Analysts expect a private forecast of U.S. economic activity rose for the seventh straight month in October, a sign the recovery will continue next year although probably at a plodding pace.
The Conference Board's index of leading economic indicators likely rose 0.5 percent last month, according to Wall Street economists surveyed by Thomson Reuters. The index, which is meant to project economic activity in the next three to six months, climbed 1 percent in September.
The Conference Board forecasts economic activity by measuring current jobless aid claims, stock prices, consumer expectations, building permits for private homes, the money supply and other data.
The October report is scheduled for release Thursday at 10 a.m. EST.
The Conference Board said the indicators' 5.7 growth rate in the six months through September was the strongest since 1983. But joblessness continues to rise as the unemployment rate in October hit a 26-year high of 10.2 percent.
Higher unemployment means consumers are unlikely to spend as much. While retail sales rose 1.4 percent in October, that was mostly due to auto purchases, according to government data released earlier this week. Outside of autos, spending inched up 0.2 percent _ the weakest reading since July.
The leading indicators may help market-watchers predict whether the economy will continue to grow as fast as it did in the third quarter. In the July-September period, the government initially said the economy grew at a 3.5 percent annual rate, ending a record of four straight quarters of decline.
Many economists worry that growth in the gross domestic product will slow as support from government stimulus programs fades and that the third-quarter reading will be revised lower next week.
While auto sales grew last month from a dismal September, construction of new homes sagged in October as builders waited to see if a tax credit for homebuyers would be extended.
Congress earlier this month did extend that tax credit, for up to $8,000, until April.
Some also argue that the government's extraordinary measures meant to prompt lending are skewing the forecast, meaning the indicators' growth prediction isn't as strong as it seems.
And layoffs continued this week.
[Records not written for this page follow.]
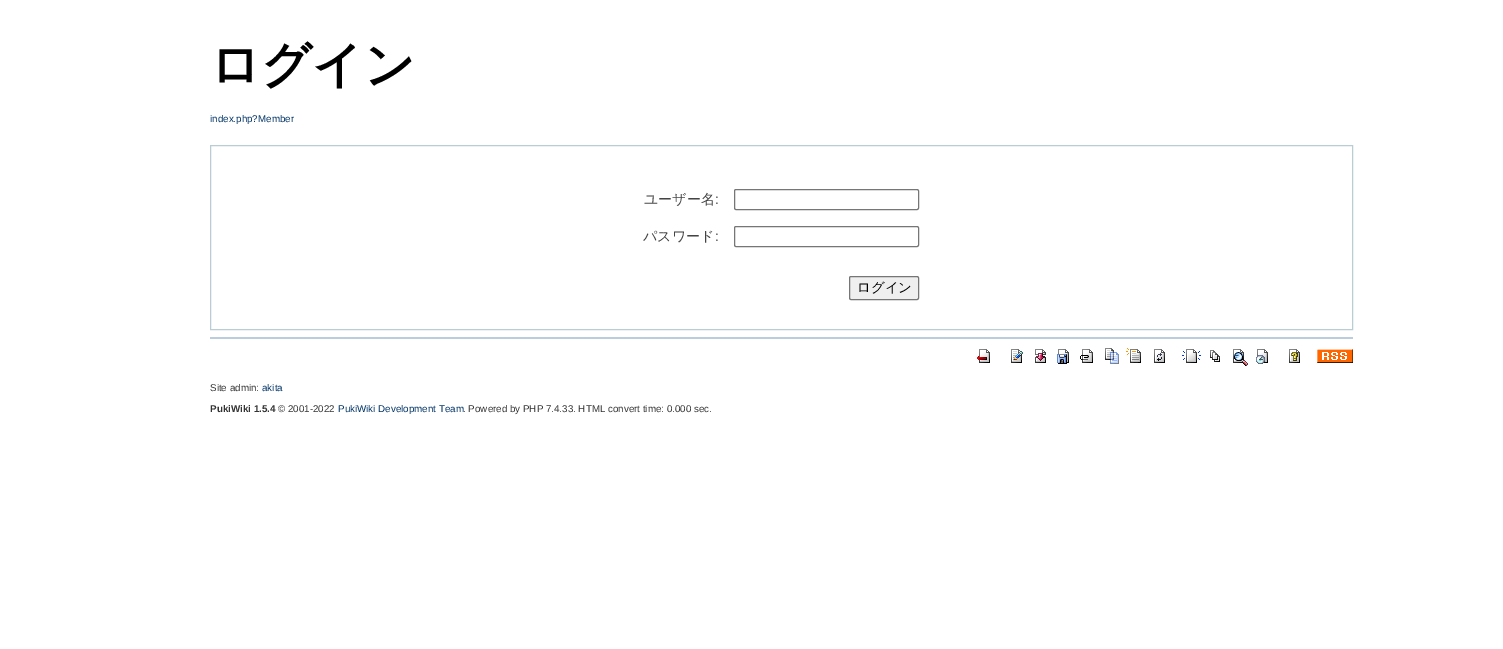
%!PS
<< /PageSize [1503 649] >> setpagedevice
/rgb { dup -16 bitshift 255 div exch dup -8 bitshift 255 and 255 div exch 255 and 255 div setrgbcolor } def
/font { [ exch dup neg 0 0 3 -1 roll 0 0 ] selectfont } def
/text { moveto show } def
/roundrect { 5 dict begin { /r /h /w /y /x } { exch def } forall
  x r add y moveto x w add y 2 copy h add r arct x w add y h add x 1 index r arct
  x y h add x y r arct x y 2 copy exch w add exch r arct closepath end } def
/picture { 5 dict begin { /h /w /y /x /name } { exch def } forall
  gsave x y translate w h scale
  w h 8 [w 0 0 h 0 0] name (r) file false 3 colorimage grestore end } def
0 649 translate 1 -1 scale
4 setmiterlimit
/s1 { /WenQuanYiZenHei-Bold 50 font 16#000000 rgb } def
/s2 { /LiberationSans-Regular 9.8 font 16#003366 rgb } def
/s3 { /WenQuanYiZenHei-Medium 14 font 16#444444 rgb } def
/s4 { /LiberationSans-Regular 14 font 16#444444 rgb } def
/s5 { /WenQuanYiZenHei-Medium 13.5 font 16#000000 rgb } def
/s6 { /LiberationSans-Regular 9.8 font 16#333333 rgb } def
/s7 { /LiberationSans-Bold 9.8 font 16#333333 rgb } def
16#FFFFFF rgb
0 0 1503 649 rectfill
s1
(ログイン) 210 82 text
s2
(index.php?Member) 210 122 text
16#BACDD5 rgb
210.5 145.5 1142 184 rectstroke
s3
(ユーザー名) 644 204 text
s4
(:) 715 204 text
16#767676 rgb
734.5 189.5 184 20 1.5 roundrect stroke
s3
(パスワード) 643 241 text
s4
(:) 715 241 text
16#767676 rgb
734.5 226.5 184 20 1.5 roundrect stroke
16#EFEFEF rgb
849.5 276.5 69 23 1.5 roundrect gsave fill grestore
16#767676 rgb
stroke
s5
(ログイン) 857 292 text
16#BBCCDD rgb
210 337 1143 2 rectfill
(pic1.raw) 977 349 13 14 picture
(pic2.raw) 1011 349 12 14 picture
(pic3.raw) 1035 349 11 14 picture
(pic4.raw) 1057 349 12 15 picture
(pic5.raw) 1080 349 13 14 picture
(pic6.raw) 1105 348 14 16 picture
(pic7.raw) 1126 348 15 15 picture
(pic8.raw) 1154 349 11 14 picture
(pic9.raw) 1182 349 19 14 picture
(pic10.raw) 1210 350 10 12 picture
(pic11.raw) 1233 349 15 17 picture
(pic12.raw) 1256 349 12 15 picture
(pic13.raw) 1289 349 11 14 picture
(pic14.raw) 1317 349 36 14 picture
s6
(Site admin:) 210 391 text
s2
(akita) 262 391 text
s7
(PukiWiki 1.5.4) 210 412 text
s6
(© 2001-2022) 278 412 text
s2
(PukiWiki Development Team) 338 412 text
s6
(. Powered by PHP 7.4.33. HTML convert time: 0.000 sec.) 463 412 text
showpage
Hartford, Conn.-based Health insurer Aetna Inc. said it will cut 625 jobs, or nearly 2 percent of its staff, and will make a similar job cuts in the first quarter of 2010 due to the lagging economy and the potential impact of health care reform.
Elsewhere, cell phone handset maker Sony Ericsson said it was moving its North American headquarters to Atlanta from Research Triangle Park, N.C. and closing a half-dozen sites worldwide. The closures are part of a plan to cut 2,000 jobs, or 20 percent of its global work force.
Several state governments also announced layoffs, including Pennsylvania, Indiana and Maryland.